What you are asked to do: Each entry below should be retyped exactly, with nothing omitted.

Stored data
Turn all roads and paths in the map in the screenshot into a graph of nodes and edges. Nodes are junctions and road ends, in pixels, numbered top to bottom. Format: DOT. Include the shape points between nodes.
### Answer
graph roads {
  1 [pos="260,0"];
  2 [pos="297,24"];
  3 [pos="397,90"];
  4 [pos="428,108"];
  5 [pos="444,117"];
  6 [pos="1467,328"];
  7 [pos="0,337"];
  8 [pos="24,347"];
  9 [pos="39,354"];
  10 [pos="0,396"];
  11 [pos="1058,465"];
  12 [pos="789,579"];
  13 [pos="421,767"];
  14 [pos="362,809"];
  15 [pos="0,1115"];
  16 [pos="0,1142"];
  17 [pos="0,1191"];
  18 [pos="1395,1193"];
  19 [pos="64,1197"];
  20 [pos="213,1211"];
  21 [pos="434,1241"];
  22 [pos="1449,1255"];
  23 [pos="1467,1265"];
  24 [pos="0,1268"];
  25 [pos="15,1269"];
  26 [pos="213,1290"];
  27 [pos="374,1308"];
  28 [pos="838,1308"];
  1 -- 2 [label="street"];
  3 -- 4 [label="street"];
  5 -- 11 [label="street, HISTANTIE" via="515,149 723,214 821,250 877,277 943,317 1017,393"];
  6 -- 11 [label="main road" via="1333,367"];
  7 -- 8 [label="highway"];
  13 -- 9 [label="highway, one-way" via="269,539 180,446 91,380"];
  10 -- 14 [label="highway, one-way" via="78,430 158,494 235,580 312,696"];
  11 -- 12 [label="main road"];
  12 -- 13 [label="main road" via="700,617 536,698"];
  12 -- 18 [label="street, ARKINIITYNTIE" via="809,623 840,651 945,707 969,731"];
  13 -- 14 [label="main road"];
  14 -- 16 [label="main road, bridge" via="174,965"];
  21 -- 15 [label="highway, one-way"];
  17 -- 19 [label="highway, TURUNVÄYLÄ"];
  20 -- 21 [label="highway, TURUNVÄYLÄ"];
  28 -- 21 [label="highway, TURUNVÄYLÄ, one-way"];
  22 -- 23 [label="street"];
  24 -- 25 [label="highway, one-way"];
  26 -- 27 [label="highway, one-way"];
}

Written solution:
Turn all roads and paths in the map in the screenshot into a graph of nodes and edges. Nodes are junctions and road ends, in pixels, numbered top to bottom. Format: DOT. Include the shape points between nodes.
### Answer
graph roads {
  1 [pos="260,0"];
  2 [pos="297,24"];
  3 [pos="397,90"];
  4 [pos="428,108"];
  5 [pos="444,117"];
  6 [pos="1467,328"];
  7 [pos="0,337"];
  8 [pos="24,347"];
  9 [pos="39,354"];
  10 [pos="0,396"];
  11 [pos="1058,465"];
  12 [pos="789,579"];
  13 [pos="421,767"];
  14 [pos="362,809"];
  15 [pos="0,1115"];
  16 [pos="0,1142"];
  17 [pos="0,1191"];
  18 [pos="1395,1193"];
  19 [pos="64,1197"];
  20 [pos="213,1211"];
  21 [pos="434,1241"];
  22 [pos="1449,1255"];
  23 [pos="1467,1265"];
  24 [pos="0,1268"];
  25 [pos="15,1269"];
  26 [pos="213,1290"];
  27 [pos="374,1308"];
  28 [pos="838,1308"];
  1 -- 2 [label="street"];
  3 -- 4 [label="street"];
  5 -- 11 [label="street, HISTANTIE" via="515,149 723,214 821,250 877,277 943,317 1017,393"];
  6 -- 11 [label="main road" via="1333,367"];
  7 -- 8 [label="highway"];
  13 -- 9 [label="highway, one-way" via="269,539 180,446 91,380"];
  10 -- 14 [label="highway, one-way" via="78,430 158,494 235,580 312,696"];
  11 -- 12 [label="main road"];
  12 -- 13 [label="main road" via="700,617 536,698"];
  12 -- 18 [label="street, ARKINIITYNTIE" via="809,623 840,651 945,707 969,731"];
  13 -- 14 [label="main road"];
  14 -- 16 [label="main road, bridge" via="174,965"];
  21 -- 15 [label="highway, one-way"];
  17 -- 19 [label="highway, TURUNVÄYLÄ"];
  20 -- 21 [label="highway, TURUNVÄYLÄ"];
  28 -- 21 [label="highway, TURUNVÄYLÄ, one-way"];
  22 -- 23 [label="street"];
  24 -- 25 [label="highway, one-way"];
  26 -- 27 [label="highway, one-way"];
}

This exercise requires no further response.